Seeing no alternative, Susan takes Linda into her home as she needs to be in decent accommodations and Susan needs to be with Annie. Although many heated confrontations arise, Linda soon settles in and explains the complications she faced during her childhood. Likewise, Susan opens up to Linda and tells her that her parent don't talk to her anymore as they disowned her when she was pregnant with David because she and David's father weren't married at the time.
This inspires Linda to come to the conclusion that the reason she wanted Annie was so she could do at least one thing right and be a mother to her as she had fouled up her own life so many times. Days later, Susan calls Linda's mother to let her know of Linda's progress. This ends in failure as Linda's mother gives Susan the funeral home number. Linda then laments sadly on how she has tried to find some sort of forgiveness for all the bad choices she has made throughout her life and how she couldn't believe it when Susan told her that she was disowned by her parents and that they can live their lives without knowing their own daughter or even their own grandson while Susan herself is such a good person and mother.
On the way to have a smoke, Linda collapses in the hallway and is immediately rushed to the hospital. On the way to the emergency room, Linda informs the doctors that she probably won't live through the ordeal and that when it's time for her to go let her go. Susan visits her and Linda vows to go to school and make something of herself like Susan did if she makes it but voices that she won't live to do so. Susan expresses hope that Linda does pull through as she has a lot to give.
Next day at home, a doctor comes and informs Susan that Annie is no longer testing for the HIV antibodies. Apparently Annie only contracted the HIV antibodies from Linda when she was born but not the virus in and of itself. The doctors thought she had HIV due to her low T-cell count and her susceptibility to her infections. The doctor explains that this means Annie will live a long, normal and healthy life.
Susan then revisits Linda and tells her that Annie doesn't have HIV and is going to do all the things that any other child can.
Sometime later, Linda recovers and returns to Susan's home where she is warmly welcomed. Linda checks on Annie, saying that she is going to have a great life.
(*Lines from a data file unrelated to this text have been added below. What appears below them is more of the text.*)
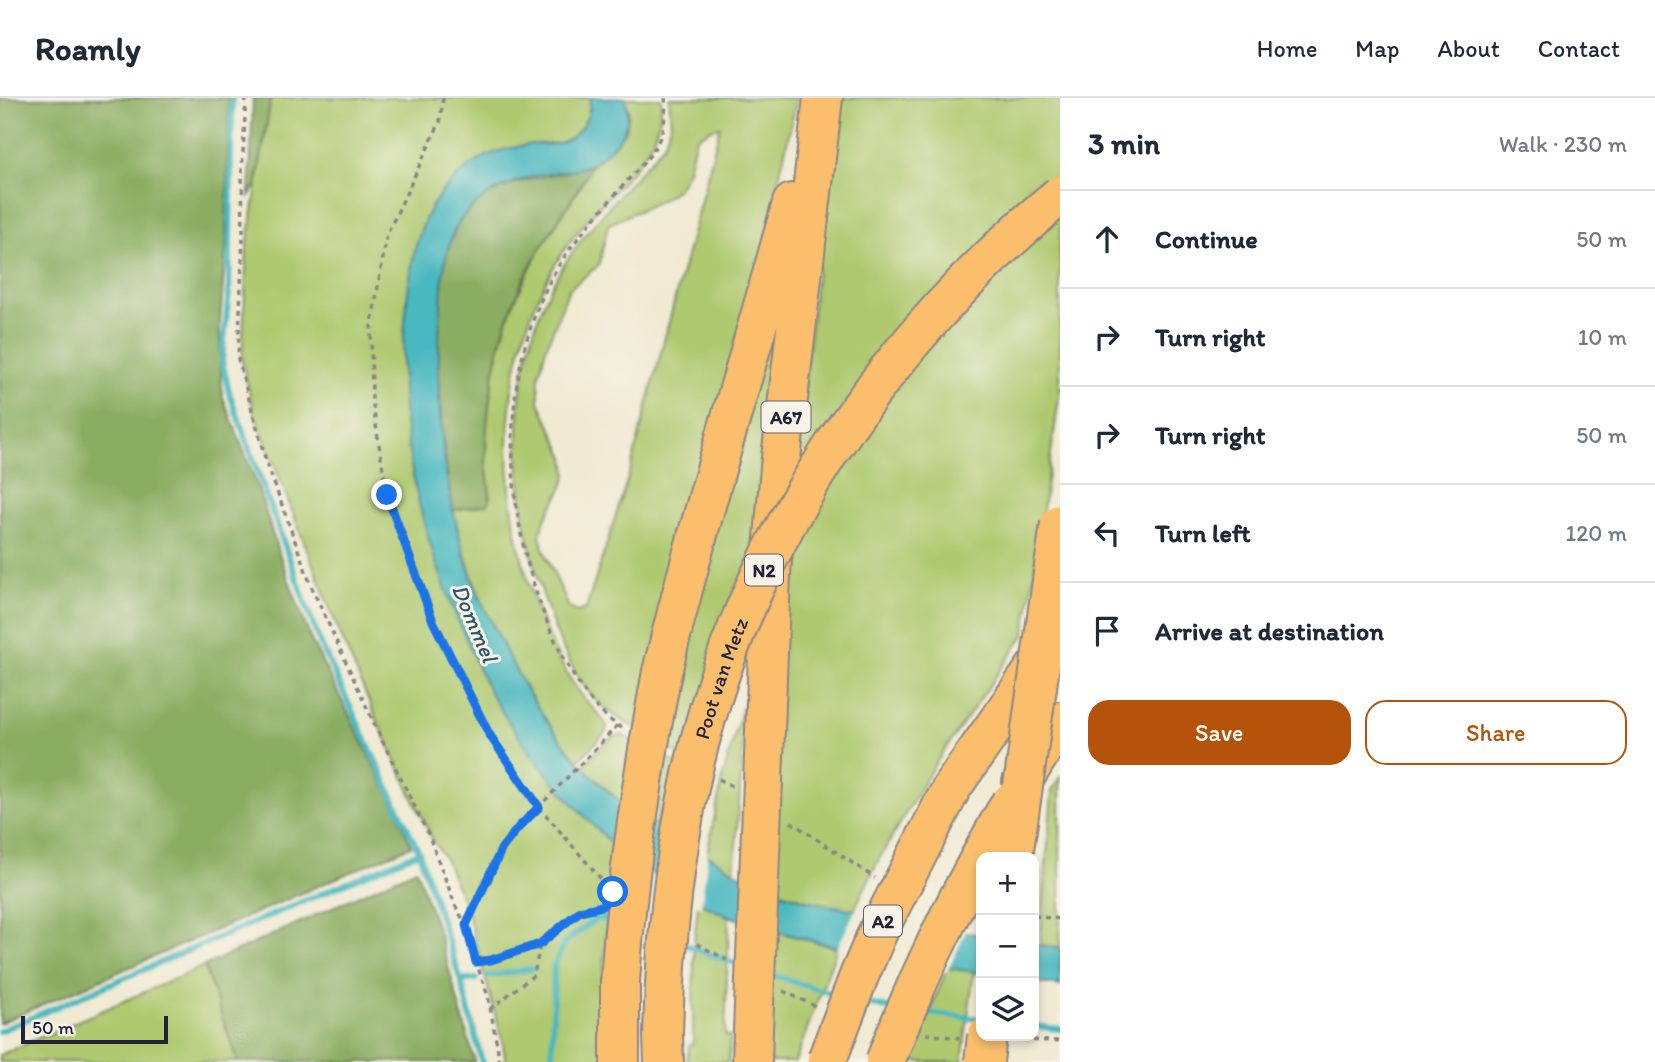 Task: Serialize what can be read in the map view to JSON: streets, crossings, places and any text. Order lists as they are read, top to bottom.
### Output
{
  "streets": {
    "highway": [
      "A67",
      "N2",
      "Poot van Metz",
      "A2"
    ]
  },
  "water": ["Dommel"],
  "scale_bar": "50 m",
  "page": {
    "header": "Roamly",
    "nav": [
      "Home",
      "Map",
      "About",
      "Contact"
    ],
    "heading": ["3 min", "Walk · 230 m"],
    "list": [
      ["Continue", "50 m"],
      ["Turn right", "10 m"],
      ["Turn right", "50 m"],
      ["Turn left", "120 m"],
      "Arrive at destination"
    ],
    "buttons": ["Save", "Share"],
    "map_buttons": ["+", "−"],
    "scale": "50 m"
  }
} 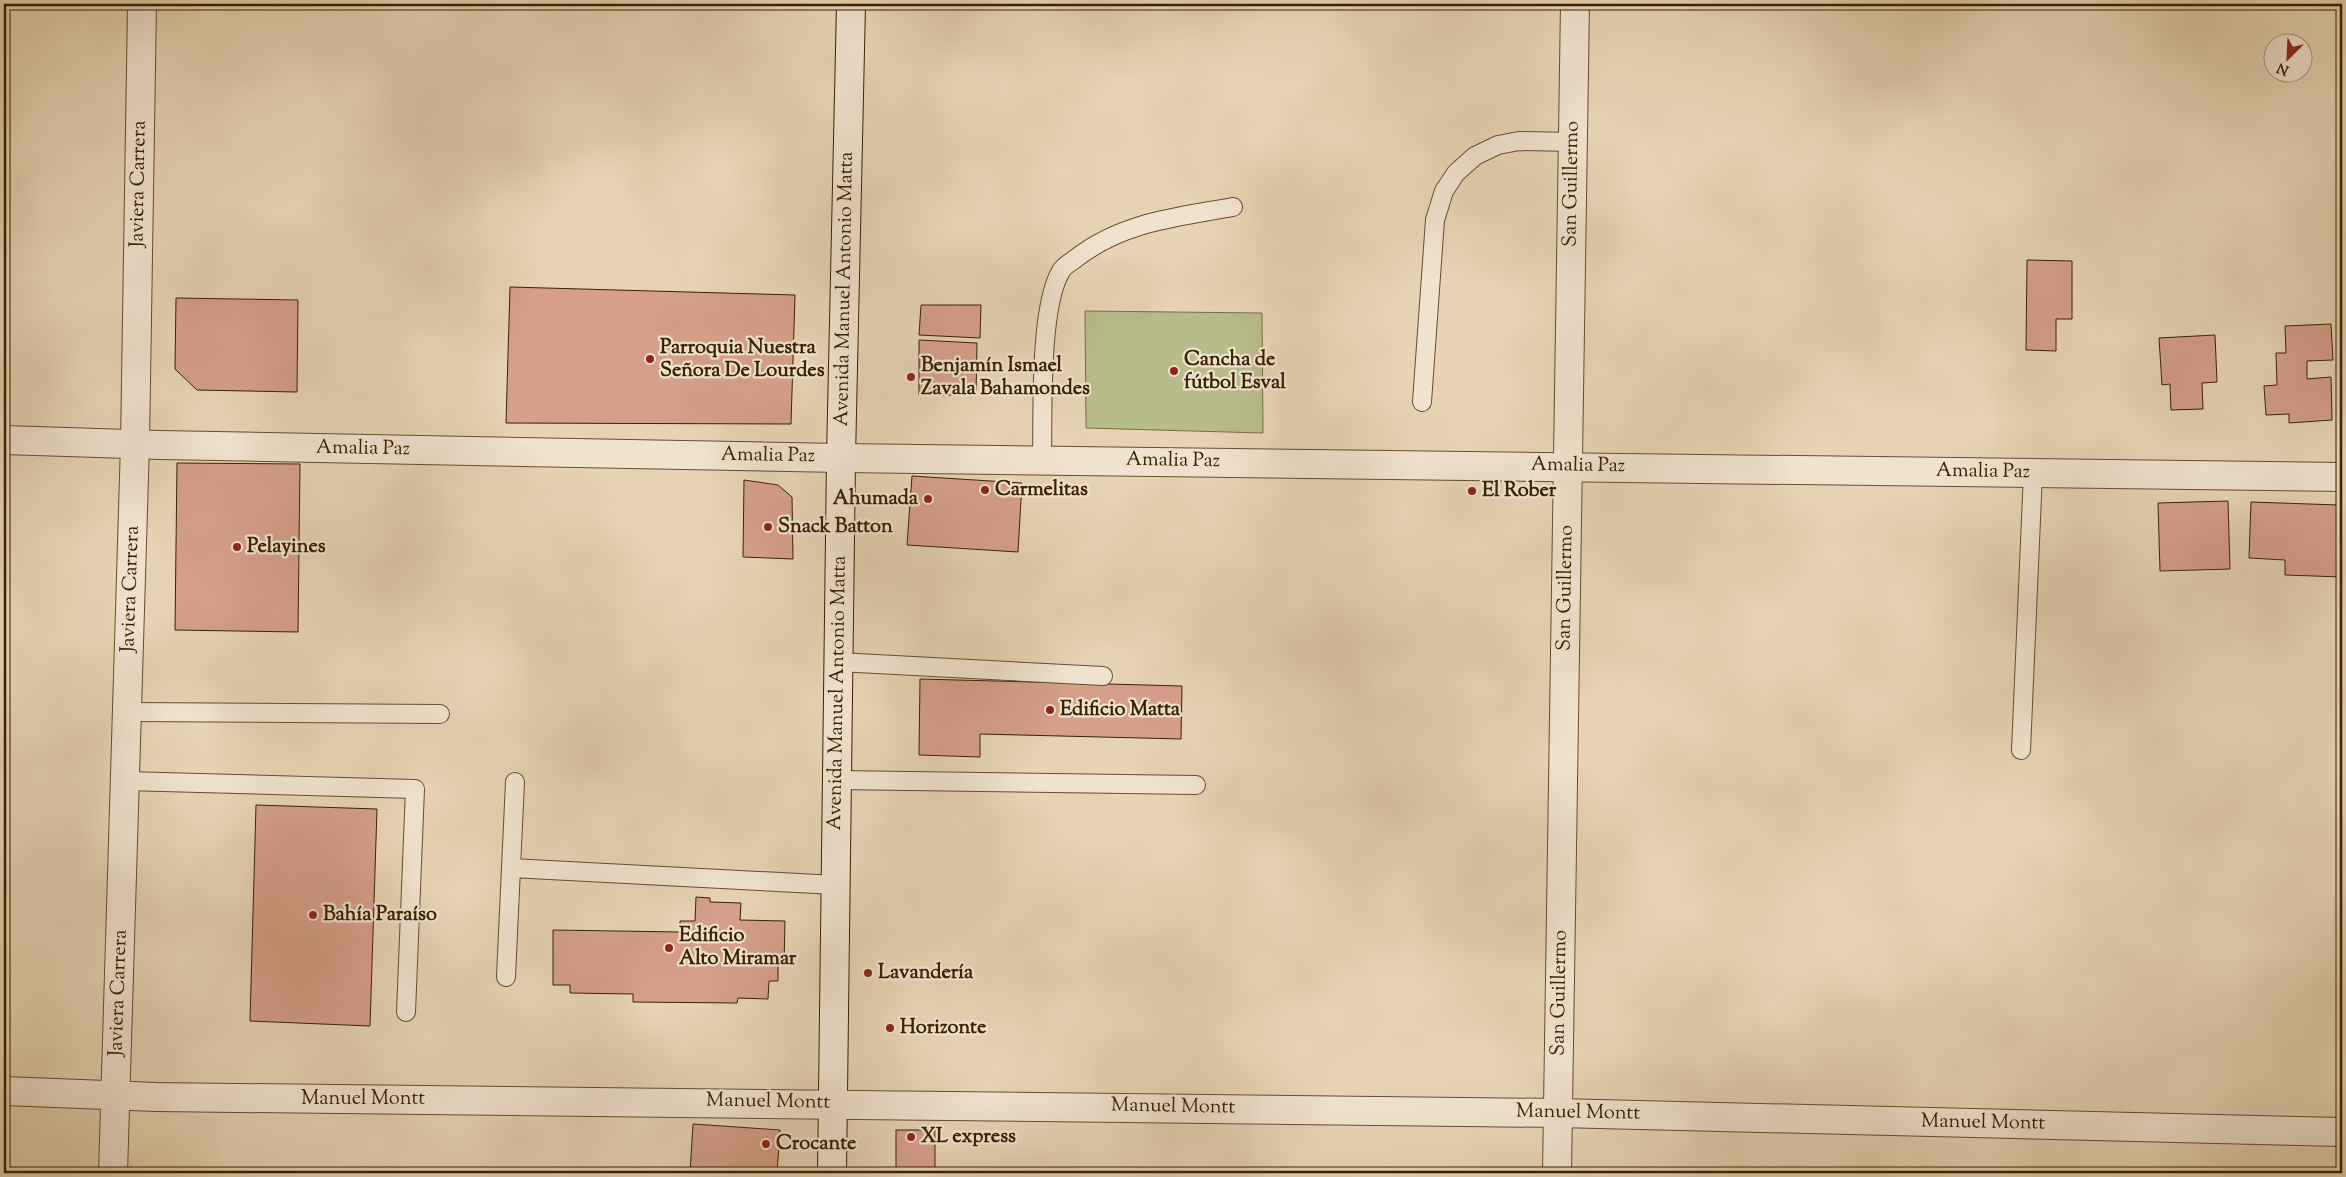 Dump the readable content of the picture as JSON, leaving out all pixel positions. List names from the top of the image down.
{
  "streets": {
    "street": [
      "Javiera Carrera",
      "San Guillermo",
      "Avenida Manuel Antonio Matta",
      "Amalia Paz",
      "Manuel Montt"
    ]
  },
  "crossings": [
    ["Javiera Carrera", "Amalia Paz"],
    ["Javiera Carrera", "Manuel Montt"],
    ["San Guillermo", "Amalia Paz"],
    ["San Guillermo", "Manuel Montt"],
    ["Avenida Manuel Antonio Matta", "Amalia Paz"],
    ["Avenida Manuel Antonio Matta", "Manuel Montt"]
  ],
  "places": [
    "Parroquia Nuestra Señora De Lourdes",
    "Cancha de fútbol Esval",
    "Benjamín Ismael Zavala Bahamondes",
    "Carmelitas",
    "El Rober",
    "Ahumada",
    "Snack Batton",
    "Pelayines",
    "Edificio Matta",
    "Bahía Paraíso",
    "Edificio Alto Miramar",
    "Lavandería",
    "Horizonte",
    "XL express",
    "Crocante"
  ],
  "north": "bottom left"
}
To everyone's surprise Linda prepares to leave for a hospice as she doesn't want Annie to see her die. With great reluctance Susan allows Linda to follow through on this idea as it is the right thing to do. Linda gives Annie a letter to deliver to Susan and then departs. Susan reads Linda's letter: it is the maternity paper wavering all legal custody of Annie to Susan.
Susan and Annie wave goodbye to Linda as she leaves for the hospice.
AllMovie gave the film three out of five stars and described it as a "touching drama". Entertainment Weekly gave a favorable review and said: "There are a few crucial twists in this TV movie that don't bear giving away. You'll probably cry, but you won't feel manipulated. A Place for Annie is the kind of melodrama that gives tear-jerking a good name." People awarded the film an A- grade and stated: "You'll need sponges to watch this simple, affecting film. Tissues just ain't going to do it."
- "A Place for Annie (1994) - Trailers, Reviews, Synopsis, Showtimes and Cast". AllMovie. Retrieved 2012-08-19.
- Ken Tucker (1994-04-29). "A Place for Annie Review | TV Reviews and News". EW.com. Retrieved 2012-08-19.
- Hiltbrand, David (1994-05-02). "Picks and Pans Review: A Place for Annie". People.com. Retrieved 2013-01-02.